Scan the records for the string "dead", then copy each line that has it.

Exercise material ->
* * * * * * *

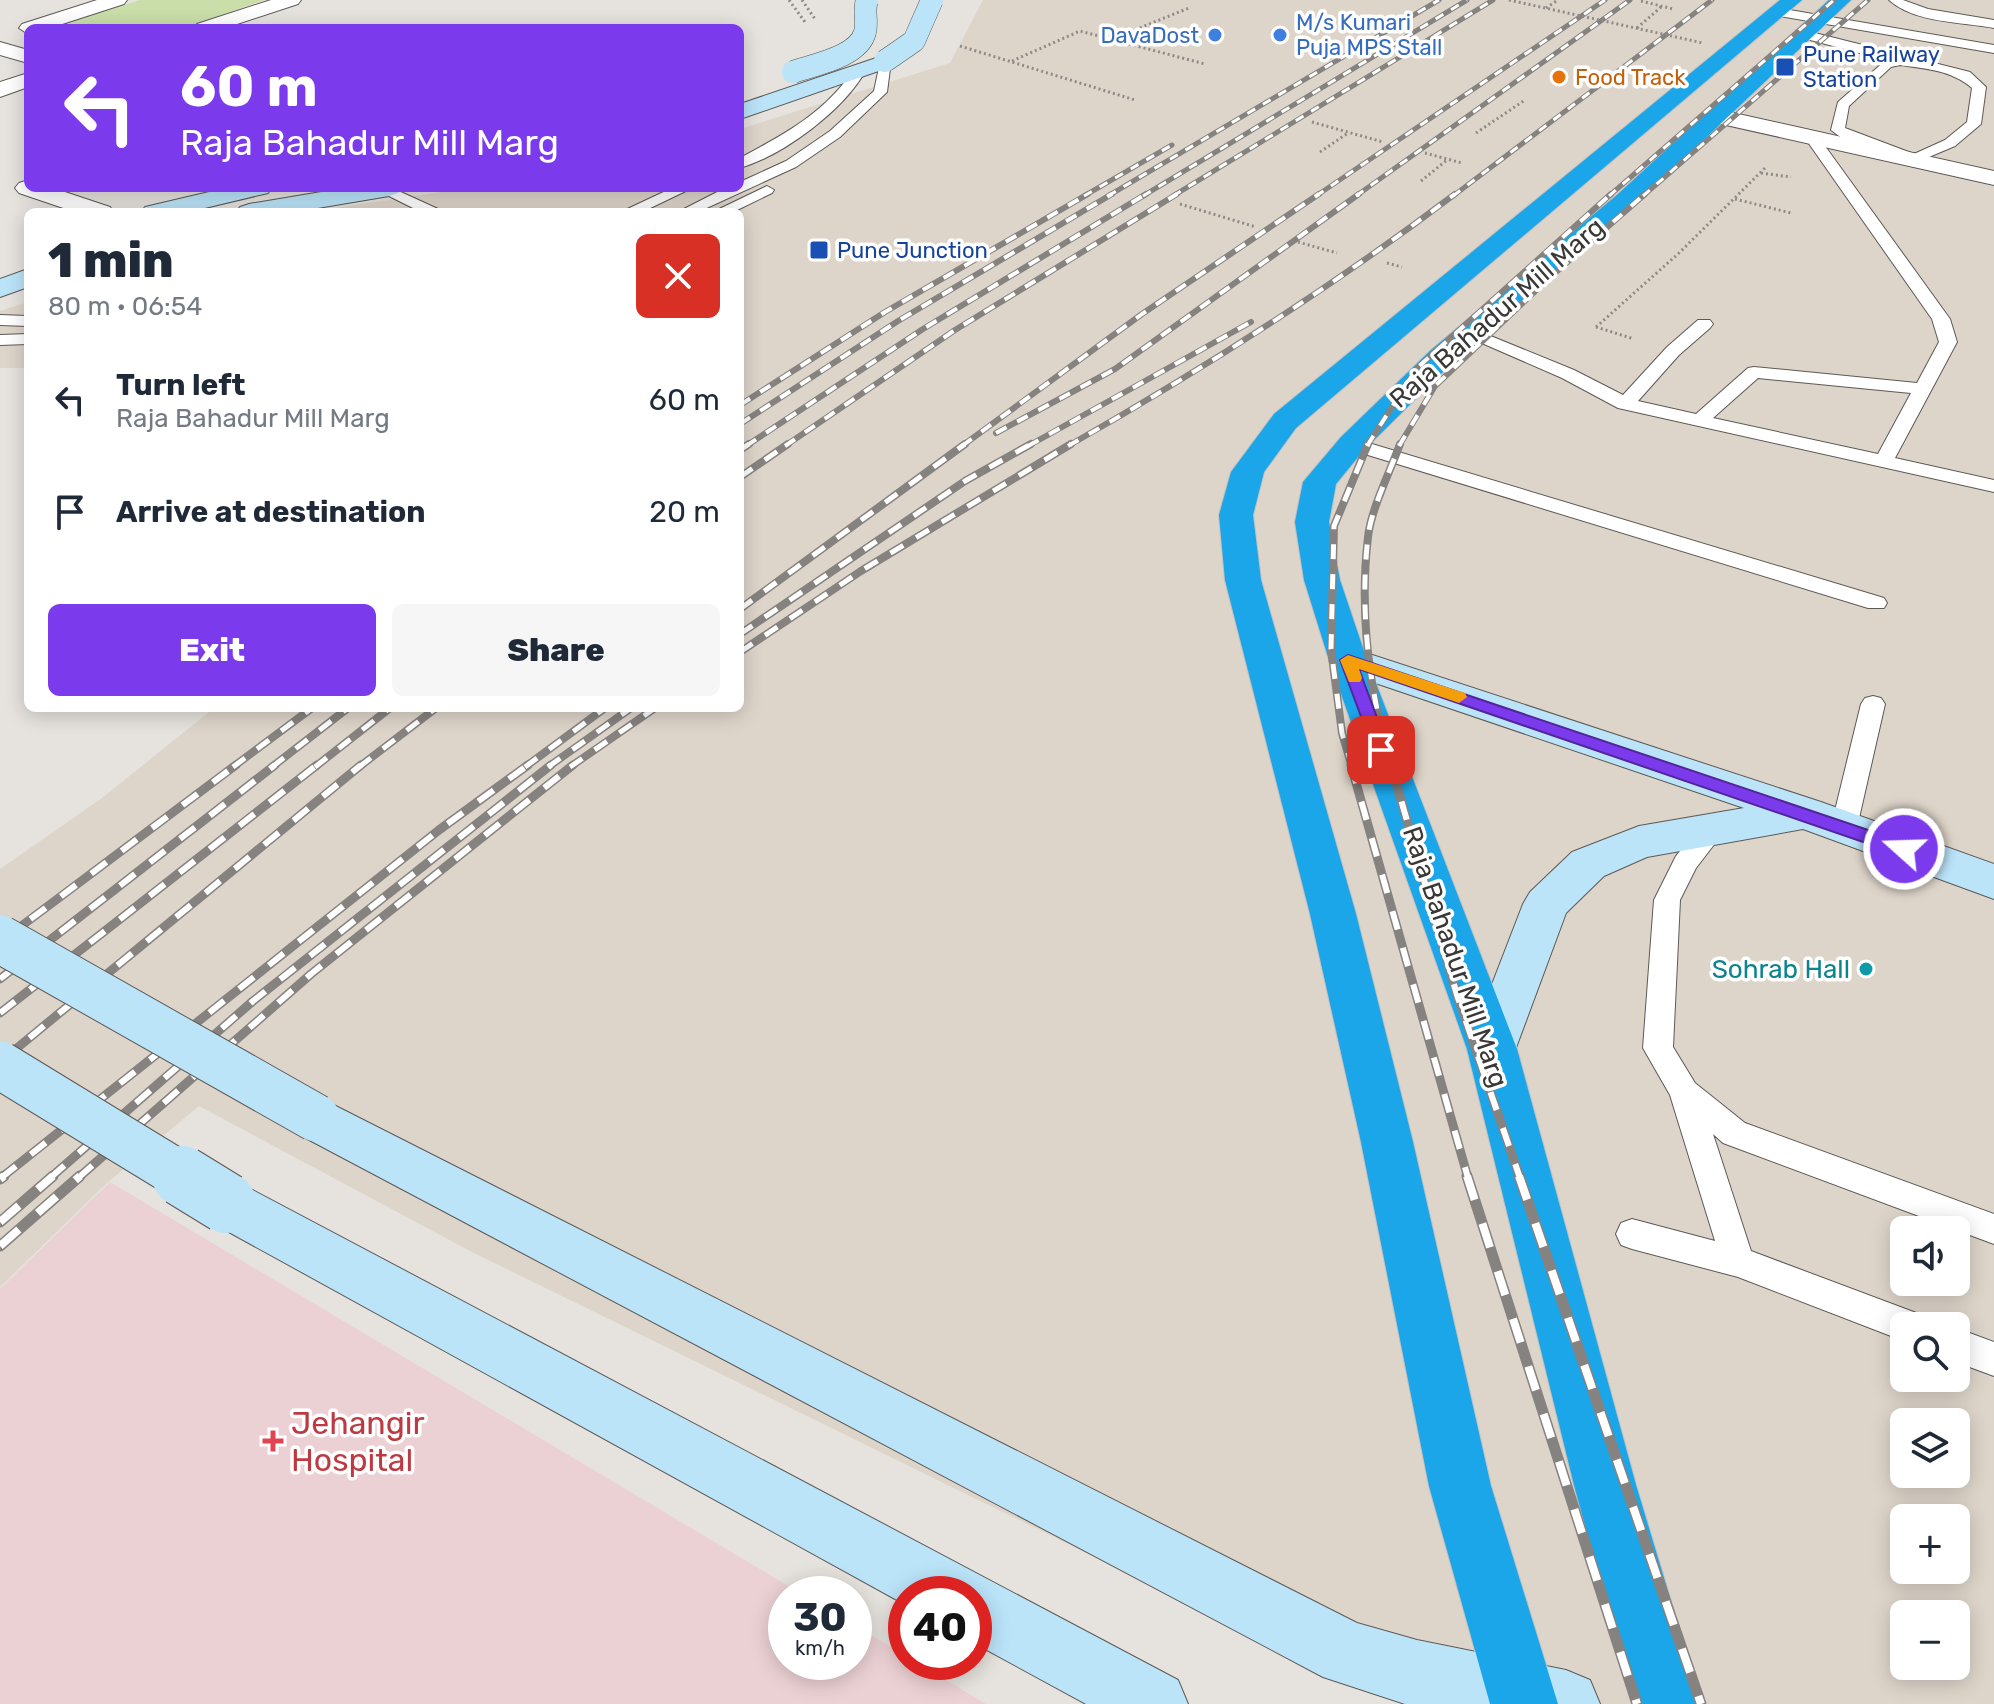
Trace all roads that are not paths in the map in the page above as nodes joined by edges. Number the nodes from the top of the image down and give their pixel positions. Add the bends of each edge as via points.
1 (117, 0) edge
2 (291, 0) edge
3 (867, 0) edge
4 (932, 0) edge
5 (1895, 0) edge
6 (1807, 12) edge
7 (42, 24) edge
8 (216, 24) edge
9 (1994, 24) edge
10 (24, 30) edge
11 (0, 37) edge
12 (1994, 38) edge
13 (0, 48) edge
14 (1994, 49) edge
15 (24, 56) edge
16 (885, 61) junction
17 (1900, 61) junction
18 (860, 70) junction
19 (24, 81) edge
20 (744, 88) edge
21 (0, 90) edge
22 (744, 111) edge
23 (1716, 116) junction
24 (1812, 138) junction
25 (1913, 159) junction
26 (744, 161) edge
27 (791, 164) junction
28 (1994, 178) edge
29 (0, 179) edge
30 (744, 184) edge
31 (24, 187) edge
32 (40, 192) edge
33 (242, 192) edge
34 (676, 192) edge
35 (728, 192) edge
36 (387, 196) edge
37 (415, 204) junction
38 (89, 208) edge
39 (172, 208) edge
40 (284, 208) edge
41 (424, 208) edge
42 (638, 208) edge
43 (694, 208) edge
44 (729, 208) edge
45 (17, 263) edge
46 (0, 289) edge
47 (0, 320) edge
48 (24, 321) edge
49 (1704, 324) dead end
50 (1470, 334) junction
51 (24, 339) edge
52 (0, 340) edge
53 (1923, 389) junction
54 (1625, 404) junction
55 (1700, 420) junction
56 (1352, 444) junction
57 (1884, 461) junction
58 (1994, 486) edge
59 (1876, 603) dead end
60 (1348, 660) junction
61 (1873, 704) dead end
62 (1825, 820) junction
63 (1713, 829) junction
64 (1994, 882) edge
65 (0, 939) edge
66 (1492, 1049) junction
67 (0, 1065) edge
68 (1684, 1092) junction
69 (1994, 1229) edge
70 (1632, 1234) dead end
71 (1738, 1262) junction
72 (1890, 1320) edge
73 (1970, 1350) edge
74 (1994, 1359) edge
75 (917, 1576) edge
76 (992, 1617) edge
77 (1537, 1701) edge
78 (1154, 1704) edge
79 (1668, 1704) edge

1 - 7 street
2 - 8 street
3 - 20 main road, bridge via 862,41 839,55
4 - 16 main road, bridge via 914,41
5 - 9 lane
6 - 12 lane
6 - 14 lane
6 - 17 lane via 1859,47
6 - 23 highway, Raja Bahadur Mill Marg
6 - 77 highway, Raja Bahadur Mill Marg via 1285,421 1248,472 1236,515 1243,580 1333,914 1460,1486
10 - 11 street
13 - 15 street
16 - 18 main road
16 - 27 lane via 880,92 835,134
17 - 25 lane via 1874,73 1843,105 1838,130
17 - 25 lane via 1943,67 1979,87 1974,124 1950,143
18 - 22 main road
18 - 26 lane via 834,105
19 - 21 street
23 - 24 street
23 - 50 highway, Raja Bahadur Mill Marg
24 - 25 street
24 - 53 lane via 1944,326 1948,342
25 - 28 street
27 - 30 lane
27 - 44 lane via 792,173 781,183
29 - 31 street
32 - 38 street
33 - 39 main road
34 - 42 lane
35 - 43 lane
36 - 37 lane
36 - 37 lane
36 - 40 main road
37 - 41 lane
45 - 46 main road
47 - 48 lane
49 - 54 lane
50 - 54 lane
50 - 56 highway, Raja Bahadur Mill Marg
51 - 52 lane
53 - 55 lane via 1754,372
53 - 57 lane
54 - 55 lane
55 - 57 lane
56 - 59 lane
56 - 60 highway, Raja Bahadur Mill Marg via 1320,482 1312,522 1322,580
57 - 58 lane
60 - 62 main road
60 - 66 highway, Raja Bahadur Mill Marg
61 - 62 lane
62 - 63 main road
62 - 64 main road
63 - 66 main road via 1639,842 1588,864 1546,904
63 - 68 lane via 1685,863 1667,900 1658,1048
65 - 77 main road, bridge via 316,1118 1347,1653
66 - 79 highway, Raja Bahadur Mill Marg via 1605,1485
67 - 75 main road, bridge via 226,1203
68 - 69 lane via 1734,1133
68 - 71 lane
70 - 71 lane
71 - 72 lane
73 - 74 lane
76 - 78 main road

* * * * * * *

Exercise solution ->
49 (1704, 324) dead end
59 (1876, 603) dead end
61 (1873, 704) dead end
70 (1632, 1234) dead end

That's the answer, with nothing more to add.